Tampa Bay Lightning left wing Jonathan Drouin (27) gets separated as he and Detroit Red Wings center Dylan Larkin (71) begin to mix it up in front of the net during third period action of game one of the Stanley Cup playoffs at Amalie Arena in Tampa on Wednesday (04/13/16). DIRK SHADD   |   Times  


Tampa Bay Lightning left wing Jonathan Drouin (27) gets separated as he and Detroit Red Wings center Dylan Larkin (71) begin to mix it up in front of the net during third period action of game one of the Stanley Cup playoffs at Amalie Arena in Tampa on Wednesday (04/13/16). DIRK SHADD | Times

TAMPA — RW Jonathan Drouin has been labeled many things.

Skilled. Dynamic. Fast.

But nasty?

Drouin, 21, brought a previously unseen edge to his game in the Lightning's 3-2 win Wednesday in Game 1 against the Red Wings. He amassed four penalty minutes. He got in shoving matches. He took cross checks in front of the crease. He drilled Red Wings F Justin Abdelkader in the neutral zone, knocking the 6-foot-2, 218-pound agitator to the ice.

"He was in everybody's face," said Lightning television color analyst Brian Engblom, a Stanley Cup-winning defenseman. "He played nasty. He played playoff hockey."

A common adjective used to describe Drouin since he returned to the Lightning three games ago is he's more "engaged." And that includes physically, the product of Drouin putting on muscle during his six-week suspension and re-evaluating his game in video sessions.

"I was looking at my tape during my time off, and I was on the outside a little bit too much," Drouin said. "I was more on the perimeter. I want to go to those dirty areas."

Drouin did that in a very active 17 minutes, 39 seconds, second-most among Lightning forwards. He was assertive, with three shots on goal, and held his own defensively, matched up with the Pavel Datsyuk-Henrik Zetterberg line. "Coach wanted me to prove I can do that," he said. "It was great."

Drouin believes he has something to prove and his performance can be good for both him (his trade value) and the Lightning. Though Drouin requested a trade in November, he said the relationship with the Lightning is "definitely" still salvageable. For now, he wants to build on Game 1.

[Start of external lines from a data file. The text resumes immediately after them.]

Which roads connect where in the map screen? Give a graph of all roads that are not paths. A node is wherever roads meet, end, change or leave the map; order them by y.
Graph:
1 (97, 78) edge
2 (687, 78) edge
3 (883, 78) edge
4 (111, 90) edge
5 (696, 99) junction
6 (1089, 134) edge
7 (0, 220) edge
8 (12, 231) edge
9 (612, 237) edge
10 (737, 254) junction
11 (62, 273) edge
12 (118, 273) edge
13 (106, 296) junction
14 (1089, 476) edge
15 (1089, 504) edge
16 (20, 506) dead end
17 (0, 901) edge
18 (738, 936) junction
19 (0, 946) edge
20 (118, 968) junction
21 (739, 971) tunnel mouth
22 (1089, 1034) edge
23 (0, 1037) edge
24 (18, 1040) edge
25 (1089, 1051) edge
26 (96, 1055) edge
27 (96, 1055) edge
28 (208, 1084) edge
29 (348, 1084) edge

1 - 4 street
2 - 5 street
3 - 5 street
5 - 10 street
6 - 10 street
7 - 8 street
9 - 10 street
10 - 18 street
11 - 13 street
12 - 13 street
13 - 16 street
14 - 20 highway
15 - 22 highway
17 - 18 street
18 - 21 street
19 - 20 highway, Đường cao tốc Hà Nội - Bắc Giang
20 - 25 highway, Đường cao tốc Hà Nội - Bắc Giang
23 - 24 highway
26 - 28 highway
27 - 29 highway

"The best game I've ever seen him play," Engblom said. "He said, 'I've got a chip on my shoulder and I have a lot to prove.' And he played exactly up to those words."

BISH PLEASE: Lost in the shuffle of RW Nikita Kucherov's two goals, among other things, was the stellar play of G Ben Bishop, who had 34 saves.

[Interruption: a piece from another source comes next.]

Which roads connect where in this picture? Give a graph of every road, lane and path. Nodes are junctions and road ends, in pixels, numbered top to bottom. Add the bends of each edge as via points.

When the Lightning gave up a one-goal second period lead to fall behind 2-1, Cooper noted it was Bishop who responded the most.

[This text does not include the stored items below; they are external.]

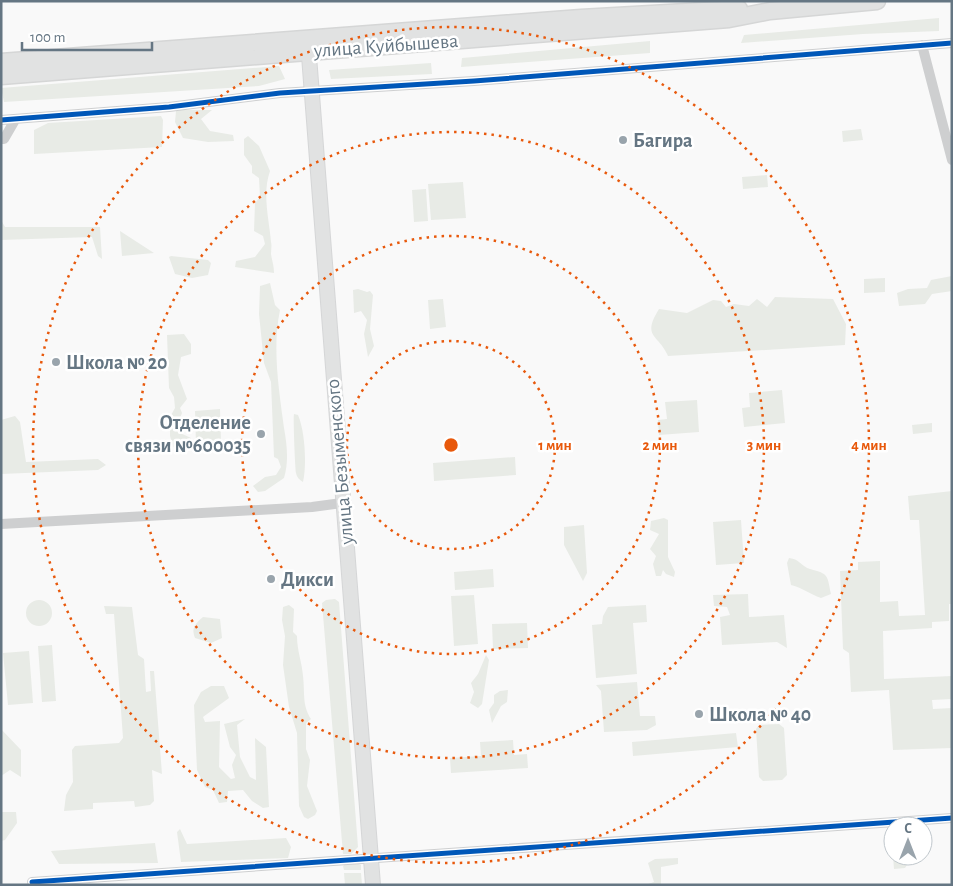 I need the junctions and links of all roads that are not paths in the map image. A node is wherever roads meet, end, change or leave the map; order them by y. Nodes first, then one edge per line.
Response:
1 (876, 1) edge
2 (952, 43) edge
3 (308, 45) junction
4 (922, 45) junction
5 (1, 62) edge
6 (1, 76) edge
7 (312, 91) junction
8 (1, 120) edge
9 (15, 120) junction
10 (1, 139) edge
11 (952, 160) edge
12 (342, 503) junction
13 (1, 524) edge
14 (952, 818) edge
15 (370, 857) junction
16 (32, 882) dead end
17 (373, 885) edge

1 - 3 highway, улица Куйбышева
2 - 4 street
3 - 5 highway, улица Куйбышева
3 - 6 highway, улица Куйбышева
3 - 7 main road, улица Безыменского
4 - 7 street
4 - 11 street
7 - 9 street
7 - 12 main road, улица Безыменского
8 - 9 street
9 - 10 street
12 - 13 street
12 - 15 main road, улица Безыменского
14 - 15 street
15 - 16 street
15 - 17 main road, улица Безыменского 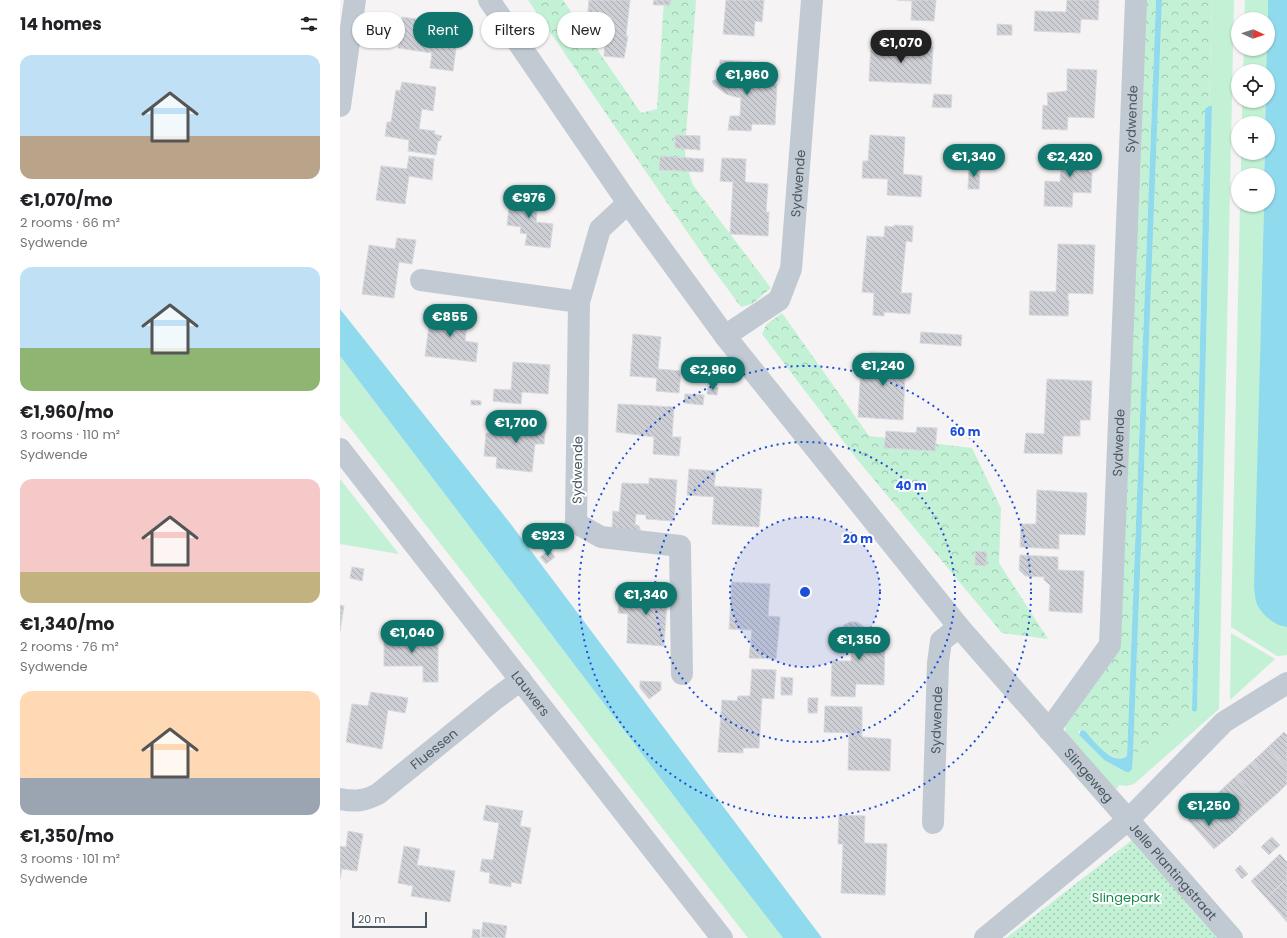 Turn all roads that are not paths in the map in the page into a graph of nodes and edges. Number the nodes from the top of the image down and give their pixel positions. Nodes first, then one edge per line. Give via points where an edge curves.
1 (355, 0) edge
2 (489, 0) edge
3 (812, 0) edge
4 (1136, 0) edge
5 (340, 106) edge
6 (628, 203) junction
7 (421, 280) dead end
8 (579, 302) junction
9 (725, 336) junction
10 (340, 449) edge
11 (959, 627) junction
12 (682, 674) dead end
13 (521, 680) junction
14 (1287, 683) edge
15 (1049, 730) junction
16 (340, 799) edge
17 (1128, 820) junction
18 (933, 823) dead end
19 (722, 938) edge
20 (985, 938) edge
21 (1232, 938) edge

1 - 5 street
2 - 6 street
3 - 9 street, Sydwende via 791,269 779,300
4 - 15 street, Sydwende via 1110,645
6 - 8 street, Sydwende via 600,229
6 - 9 street
7 - 8 street
8 - 12 street, Sydwende via 576,523 601,537 680,546
9 - 11 street
10 - 13 street, Lauwers
11 - 15 street
11 - 18 street, Sydwende via 941,640
13 - 16 street, Fluessen via 378,794 367,800
13 - 19 street, Lauwers
14 - 17 street, Jelle Plantingstraat via 1224,722
15 - 17 street, Slingeweg
17 - 20 street
17 - 21 street, Jelle Plantingstraat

"We just can't be giving up 36 shots and however many scoring chances we gave up, because we don't want him shouldering that much of a load every single night," Cooper said. "I just really like his response to take the rest of the game home for us."

NEW TRIPLETS: Cooper noted that LW Alex Killorn has "played his best hockey" when he was with C Tyler Johnson and RW Nikita Kucherov, so the decision to put them together for Wednesday's Game 1 was easy. It was Tampa Bay's best line, accounting for all three goals.

FILLING IN: An unsung play was made by C Valtteri Filppula in the final minute, preserving a one-goal lead by getting a stick on a D Mike Green shot from the slot, which was headed for an open net but sailed high.

"I didn't know what happened, but I was lucky I was able to get a stick between and deflect it over the net," Filppula said.

NUTS AND BOLTS: RW Ryan Callahan missed Thursday's practice due to body maintenance but is expected to play tonight in Game 2.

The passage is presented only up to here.